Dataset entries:
☆ ☆ ☆

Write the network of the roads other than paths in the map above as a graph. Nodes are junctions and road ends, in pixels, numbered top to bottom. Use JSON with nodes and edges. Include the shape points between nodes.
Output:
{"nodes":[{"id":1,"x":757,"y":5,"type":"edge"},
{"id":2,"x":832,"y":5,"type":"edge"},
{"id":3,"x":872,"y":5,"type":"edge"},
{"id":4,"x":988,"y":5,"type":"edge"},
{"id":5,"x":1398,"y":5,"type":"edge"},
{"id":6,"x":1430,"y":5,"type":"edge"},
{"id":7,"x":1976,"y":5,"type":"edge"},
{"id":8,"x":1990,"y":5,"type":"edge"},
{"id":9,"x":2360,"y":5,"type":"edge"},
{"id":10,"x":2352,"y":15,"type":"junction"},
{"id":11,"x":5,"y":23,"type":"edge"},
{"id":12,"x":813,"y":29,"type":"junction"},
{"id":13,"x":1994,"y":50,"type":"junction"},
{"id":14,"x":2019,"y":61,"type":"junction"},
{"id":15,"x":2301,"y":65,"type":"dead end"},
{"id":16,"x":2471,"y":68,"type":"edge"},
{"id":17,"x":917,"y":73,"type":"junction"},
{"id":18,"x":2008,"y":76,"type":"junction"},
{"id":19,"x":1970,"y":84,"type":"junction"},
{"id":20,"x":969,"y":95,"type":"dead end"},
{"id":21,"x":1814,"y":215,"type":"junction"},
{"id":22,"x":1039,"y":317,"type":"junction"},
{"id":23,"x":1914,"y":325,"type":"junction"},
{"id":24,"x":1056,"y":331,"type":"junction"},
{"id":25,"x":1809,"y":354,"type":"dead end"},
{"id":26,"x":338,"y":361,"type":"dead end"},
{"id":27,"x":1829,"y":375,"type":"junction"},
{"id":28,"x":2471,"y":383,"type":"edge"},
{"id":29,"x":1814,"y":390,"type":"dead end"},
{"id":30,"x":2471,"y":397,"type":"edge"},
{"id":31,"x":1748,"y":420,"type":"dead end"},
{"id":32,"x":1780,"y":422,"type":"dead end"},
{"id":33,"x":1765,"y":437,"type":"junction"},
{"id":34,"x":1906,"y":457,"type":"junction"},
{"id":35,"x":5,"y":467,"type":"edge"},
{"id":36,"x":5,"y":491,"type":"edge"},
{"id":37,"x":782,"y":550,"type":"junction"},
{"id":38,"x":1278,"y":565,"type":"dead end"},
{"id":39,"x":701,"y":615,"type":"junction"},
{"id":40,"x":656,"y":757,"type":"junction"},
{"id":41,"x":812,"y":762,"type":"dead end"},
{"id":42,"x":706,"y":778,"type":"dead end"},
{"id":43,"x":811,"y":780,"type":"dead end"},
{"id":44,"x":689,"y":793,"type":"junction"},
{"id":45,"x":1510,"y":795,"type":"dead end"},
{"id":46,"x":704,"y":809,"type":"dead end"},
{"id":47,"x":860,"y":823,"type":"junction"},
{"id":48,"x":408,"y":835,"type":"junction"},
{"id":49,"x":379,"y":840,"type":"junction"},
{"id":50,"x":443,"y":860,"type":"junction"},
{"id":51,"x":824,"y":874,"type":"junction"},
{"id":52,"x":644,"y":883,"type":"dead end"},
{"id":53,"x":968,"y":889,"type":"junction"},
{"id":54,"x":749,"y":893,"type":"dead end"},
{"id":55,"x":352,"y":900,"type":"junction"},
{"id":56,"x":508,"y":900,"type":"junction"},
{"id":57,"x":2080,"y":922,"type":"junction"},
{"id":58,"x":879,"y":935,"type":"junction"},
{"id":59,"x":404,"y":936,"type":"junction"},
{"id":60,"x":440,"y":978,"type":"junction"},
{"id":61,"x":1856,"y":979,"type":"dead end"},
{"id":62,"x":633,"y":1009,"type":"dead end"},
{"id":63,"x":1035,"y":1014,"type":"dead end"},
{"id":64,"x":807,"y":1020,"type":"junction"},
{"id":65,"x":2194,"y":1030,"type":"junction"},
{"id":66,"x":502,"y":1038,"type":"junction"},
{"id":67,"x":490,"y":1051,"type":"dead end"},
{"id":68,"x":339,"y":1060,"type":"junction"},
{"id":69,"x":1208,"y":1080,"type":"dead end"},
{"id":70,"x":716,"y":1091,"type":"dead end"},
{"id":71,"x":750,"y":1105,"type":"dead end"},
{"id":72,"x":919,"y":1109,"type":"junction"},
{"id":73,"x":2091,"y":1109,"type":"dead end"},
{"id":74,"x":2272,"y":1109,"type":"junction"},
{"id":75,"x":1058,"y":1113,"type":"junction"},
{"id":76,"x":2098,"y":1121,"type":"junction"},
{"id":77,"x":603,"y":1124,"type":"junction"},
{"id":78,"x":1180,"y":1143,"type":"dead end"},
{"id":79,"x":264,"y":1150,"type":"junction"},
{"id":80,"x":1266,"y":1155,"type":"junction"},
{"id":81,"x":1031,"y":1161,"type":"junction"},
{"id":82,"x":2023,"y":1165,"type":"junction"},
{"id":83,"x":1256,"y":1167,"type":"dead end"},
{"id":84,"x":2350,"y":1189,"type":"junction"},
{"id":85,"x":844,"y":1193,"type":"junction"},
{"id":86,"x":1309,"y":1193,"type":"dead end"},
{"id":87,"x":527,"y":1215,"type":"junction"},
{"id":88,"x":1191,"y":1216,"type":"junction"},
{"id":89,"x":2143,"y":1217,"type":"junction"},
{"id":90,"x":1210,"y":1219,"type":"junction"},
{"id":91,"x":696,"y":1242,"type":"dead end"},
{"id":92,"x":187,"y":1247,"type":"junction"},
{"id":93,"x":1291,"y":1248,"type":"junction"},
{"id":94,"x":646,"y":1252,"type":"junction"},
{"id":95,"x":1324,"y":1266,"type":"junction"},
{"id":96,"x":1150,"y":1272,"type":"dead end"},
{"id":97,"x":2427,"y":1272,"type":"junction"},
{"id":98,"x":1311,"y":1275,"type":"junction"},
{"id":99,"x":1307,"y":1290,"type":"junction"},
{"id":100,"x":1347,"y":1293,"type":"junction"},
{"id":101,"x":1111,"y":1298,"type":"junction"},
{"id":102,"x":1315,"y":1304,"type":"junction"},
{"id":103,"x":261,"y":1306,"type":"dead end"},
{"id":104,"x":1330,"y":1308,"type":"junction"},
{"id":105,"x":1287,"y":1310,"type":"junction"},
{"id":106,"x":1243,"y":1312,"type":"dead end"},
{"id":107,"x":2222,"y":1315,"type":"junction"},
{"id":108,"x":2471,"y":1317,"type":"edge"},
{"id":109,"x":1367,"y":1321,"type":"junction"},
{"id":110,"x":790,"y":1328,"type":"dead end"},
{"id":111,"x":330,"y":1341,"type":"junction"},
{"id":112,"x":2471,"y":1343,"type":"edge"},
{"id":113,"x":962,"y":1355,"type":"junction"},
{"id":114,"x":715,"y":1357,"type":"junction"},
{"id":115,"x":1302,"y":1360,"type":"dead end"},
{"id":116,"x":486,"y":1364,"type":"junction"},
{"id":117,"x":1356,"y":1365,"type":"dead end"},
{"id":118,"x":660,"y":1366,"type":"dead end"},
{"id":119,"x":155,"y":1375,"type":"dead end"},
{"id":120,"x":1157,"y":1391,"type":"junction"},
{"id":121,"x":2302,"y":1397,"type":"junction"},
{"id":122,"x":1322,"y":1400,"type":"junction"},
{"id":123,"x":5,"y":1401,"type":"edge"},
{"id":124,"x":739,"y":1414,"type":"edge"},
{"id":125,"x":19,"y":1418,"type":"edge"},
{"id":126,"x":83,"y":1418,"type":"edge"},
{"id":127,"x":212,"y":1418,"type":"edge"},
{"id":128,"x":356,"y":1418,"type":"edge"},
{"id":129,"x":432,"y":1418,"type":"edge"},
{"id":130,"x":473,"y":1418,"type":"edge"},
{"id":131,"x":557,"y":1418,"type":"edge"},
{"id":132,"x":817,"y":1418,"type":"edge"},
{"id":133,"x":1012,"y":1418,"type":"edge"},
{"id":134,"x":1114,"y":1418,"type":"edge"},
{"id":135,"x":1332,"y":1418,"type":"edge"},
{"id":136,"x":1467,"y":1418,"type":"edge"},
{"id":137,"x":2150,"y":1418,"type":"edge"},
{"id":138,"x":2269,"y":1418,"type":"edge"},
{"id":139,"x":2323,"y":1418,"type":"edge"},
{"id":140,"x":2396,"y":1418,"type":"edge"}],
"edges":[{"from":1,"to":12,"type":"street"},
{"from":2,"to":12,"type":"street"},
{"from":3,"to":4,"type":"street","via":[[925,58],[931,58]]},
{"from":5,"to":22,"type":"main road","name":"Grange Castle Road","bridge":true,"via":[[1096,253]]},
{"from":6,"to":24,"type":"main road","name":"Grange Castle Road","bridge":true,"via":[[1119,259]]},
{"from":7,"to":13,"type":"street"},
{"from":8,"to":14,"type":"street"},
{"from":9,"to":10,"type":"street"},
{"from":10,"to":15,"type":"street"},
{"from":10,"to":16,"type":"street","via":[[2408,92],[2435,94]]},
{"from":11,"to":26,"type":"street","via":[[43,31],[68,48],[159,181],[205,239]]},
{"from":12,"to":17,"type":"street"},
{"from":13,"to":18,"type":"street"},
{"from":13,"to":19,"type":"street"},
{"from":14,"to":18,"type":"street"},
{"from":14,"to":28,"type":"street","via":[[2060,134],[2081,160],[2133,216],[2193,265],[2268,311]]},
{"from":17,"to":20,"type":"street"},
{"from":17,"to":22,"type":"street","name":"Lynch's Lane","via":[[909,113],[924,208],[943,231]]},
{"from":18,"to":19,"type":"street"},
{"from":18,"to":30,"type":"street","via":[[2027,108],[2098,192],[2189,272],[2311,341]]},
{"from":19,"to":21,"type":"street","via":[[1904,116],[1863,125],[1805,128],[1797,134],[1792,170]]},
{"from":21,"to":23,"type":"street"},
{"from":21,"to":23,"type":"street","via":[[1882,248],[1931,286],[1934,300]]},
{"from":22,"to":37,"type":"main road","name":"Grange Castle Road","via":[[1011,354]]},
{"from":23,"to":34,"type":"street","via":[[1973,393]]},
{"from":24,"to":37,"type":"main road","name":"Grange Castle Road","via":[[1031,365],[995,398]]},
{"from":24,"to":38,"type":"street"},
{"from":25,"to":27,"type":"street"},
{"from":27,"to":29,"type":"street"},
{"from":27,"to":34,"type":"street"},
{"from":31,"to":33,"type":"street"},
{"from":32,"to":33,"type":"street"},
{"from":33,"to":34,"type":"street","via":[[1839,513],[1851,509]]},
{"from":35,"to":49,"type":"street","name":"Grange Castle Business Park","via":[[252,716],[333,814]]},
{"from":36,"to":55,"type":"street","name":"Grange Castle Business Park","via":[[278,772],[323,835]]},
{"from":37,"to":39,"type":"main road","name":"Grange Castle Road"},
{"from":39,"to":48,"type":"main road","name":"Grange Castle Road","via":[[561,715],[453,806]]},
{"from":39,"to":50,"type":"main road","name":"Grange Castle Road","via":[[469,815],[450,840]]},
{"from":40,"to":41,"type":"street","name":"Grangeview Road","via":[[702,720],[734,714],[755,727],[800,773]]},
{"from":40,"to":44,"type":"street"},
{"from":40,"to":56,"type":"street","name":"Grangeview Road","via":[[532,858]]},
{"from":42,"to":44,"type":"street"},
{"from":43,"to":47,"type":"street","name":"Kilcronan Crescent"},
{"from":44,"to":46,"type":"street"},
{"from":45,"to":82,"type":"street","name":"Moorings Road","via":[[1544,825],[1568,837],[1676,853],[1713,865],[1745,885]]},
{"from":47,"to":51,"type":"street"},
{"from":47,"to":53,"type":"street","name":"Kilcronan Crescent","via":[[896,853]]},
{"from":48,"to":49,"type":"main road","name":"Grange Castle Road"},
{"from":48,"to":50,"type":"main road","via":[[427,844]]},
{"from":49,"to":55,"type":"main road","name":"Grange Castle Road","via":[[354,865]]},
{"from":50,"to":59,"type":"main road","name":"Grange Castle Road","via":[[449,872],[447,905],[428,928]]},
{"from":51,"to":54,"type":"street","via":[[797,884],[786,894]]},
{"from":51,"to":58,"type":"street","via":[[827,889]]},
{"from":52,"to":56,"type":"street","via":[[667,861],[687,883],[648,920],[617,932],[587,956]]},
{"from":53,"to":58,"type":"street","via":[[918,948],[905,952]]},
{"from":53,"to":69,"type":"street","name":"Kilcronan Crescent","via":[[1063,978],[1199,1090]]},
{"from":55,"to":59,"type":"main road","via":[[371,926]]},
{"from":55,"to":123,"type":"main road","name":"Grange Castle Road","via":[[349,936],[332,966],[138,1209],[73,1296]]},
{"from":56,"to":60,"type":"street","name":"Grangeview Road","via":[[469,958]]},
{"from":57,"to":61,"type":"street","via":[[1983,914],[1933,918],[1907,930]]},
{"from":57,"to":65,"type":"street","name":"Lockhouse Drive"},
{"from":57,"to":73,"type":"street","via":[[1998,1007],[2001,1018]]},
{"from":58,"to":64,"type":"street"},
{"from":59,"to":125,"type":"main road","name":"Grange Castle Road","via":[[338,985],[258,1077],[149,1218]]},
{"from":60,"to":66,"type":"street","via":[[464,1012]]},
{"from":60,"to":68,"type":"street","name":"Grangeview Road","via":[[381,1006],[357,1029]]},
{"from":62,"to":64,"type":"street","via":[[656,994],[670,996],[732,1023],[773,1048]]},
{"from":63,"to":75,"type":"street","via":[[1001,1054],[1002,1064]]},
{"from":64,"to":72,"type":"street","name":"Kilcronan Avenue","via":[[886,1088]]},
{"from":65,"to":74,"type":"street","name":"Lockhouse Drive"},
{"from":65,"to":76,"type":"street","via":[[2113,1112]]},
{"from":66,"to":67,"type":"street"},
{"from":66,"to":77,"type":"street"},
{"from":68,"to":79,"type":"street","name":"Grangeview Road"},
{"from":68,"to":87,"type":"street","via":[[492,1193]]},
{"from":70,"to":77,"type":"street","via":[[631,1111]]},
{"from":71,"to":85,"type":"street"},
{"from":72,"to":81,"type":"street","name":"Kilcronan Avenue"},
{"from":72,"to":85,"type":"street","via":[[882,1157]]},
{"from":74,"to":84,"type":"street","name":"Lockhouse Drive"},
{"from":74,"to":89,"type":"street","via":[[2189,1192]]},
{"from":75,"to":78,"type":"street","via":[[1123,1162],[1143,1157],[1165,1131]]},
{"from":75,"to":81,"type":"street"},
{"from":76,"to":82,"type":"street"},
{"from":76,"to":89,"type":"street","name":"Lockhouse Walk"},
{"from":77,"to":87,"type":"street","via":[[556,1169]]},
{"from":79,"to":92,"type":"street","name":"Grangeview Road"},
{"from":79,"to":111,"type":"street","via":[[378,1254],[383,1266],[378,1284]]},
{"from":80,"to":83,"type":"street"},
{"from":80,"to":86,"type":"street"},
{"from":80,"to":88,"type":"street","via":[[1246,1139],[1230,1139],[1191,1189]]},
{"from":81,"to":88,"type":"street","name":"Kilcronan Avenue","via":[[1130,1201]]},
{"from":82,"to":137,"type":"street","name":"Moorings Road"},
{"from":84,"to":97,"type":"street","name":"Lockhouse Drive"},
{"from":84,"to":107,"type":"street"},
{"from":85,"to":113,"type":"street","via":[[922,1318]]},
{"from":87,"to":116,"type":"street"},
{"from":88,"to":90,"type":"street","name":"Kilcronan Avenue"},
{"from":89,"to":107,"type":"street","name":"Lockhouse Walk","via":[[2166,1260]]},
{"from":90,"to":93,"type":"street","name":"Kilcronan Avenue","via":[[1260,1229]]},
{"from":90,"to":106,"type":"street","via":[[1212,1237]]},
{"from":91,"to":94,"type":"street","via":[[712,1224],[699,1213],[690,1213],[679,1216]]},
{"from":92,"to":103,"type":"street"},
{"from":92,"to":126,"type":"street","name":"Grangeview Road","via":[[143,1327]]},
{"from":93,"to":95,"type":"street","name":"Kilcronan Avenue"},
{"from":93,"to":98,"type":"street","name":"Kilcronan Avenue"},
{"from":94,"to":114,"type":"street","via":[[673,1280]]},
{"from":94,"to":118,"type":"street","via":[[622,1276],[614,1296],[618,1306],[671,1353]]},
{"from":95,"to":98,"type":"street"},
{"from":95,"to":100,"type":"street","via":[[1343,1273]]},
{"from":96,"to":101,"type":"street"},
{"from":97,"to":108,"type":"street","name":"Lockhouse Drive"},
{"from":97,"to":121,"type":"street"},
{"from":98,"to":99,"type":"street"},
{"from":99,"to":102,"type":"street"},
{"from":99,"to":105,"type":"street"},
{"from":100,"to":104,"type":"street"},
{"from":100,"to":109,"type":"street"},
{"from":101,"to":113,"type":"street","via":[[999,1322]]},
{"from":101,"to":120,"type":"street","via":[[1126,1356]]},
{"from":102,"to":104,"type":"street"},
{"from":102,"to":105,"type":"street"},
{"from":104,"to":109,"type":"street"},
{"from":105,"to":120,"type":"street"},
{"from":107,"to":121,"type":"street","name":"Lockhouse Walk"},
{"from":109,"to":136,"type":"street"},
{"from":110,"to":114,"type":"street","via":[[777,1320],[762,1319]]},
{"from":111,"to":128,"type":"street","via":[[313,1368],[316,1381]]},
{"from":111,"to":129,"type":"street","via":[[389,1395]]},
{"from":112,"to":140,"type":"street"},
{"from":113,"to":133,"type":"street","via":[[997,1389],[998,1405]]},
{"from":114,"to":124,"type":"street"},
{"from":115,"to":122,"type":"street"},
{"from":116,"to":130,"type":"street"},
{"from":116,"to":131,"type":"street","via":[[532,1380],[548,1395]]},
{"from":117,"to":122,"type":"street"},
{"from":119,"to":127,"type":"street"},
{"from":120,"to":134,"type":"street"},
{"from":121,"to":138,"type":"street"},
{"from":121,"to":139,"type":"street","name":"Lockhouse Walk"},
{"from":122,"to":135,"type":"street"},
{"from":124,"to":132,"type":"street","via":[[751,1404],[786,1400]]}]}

☆ ☆ ☆

__ABOUT THIS TASK__:
All lines above that contain the word "bridge" are to be copied.

__REPLY__:
{"from":5,"to":22,"type":"main road","name":"Grange Castle Road","bridge":true,"via":[[1096,253]]},
{"from":6,"to":24,"type":"main road","name":"Grange Castle Road","bridge":true,"via":[[1119,259]]},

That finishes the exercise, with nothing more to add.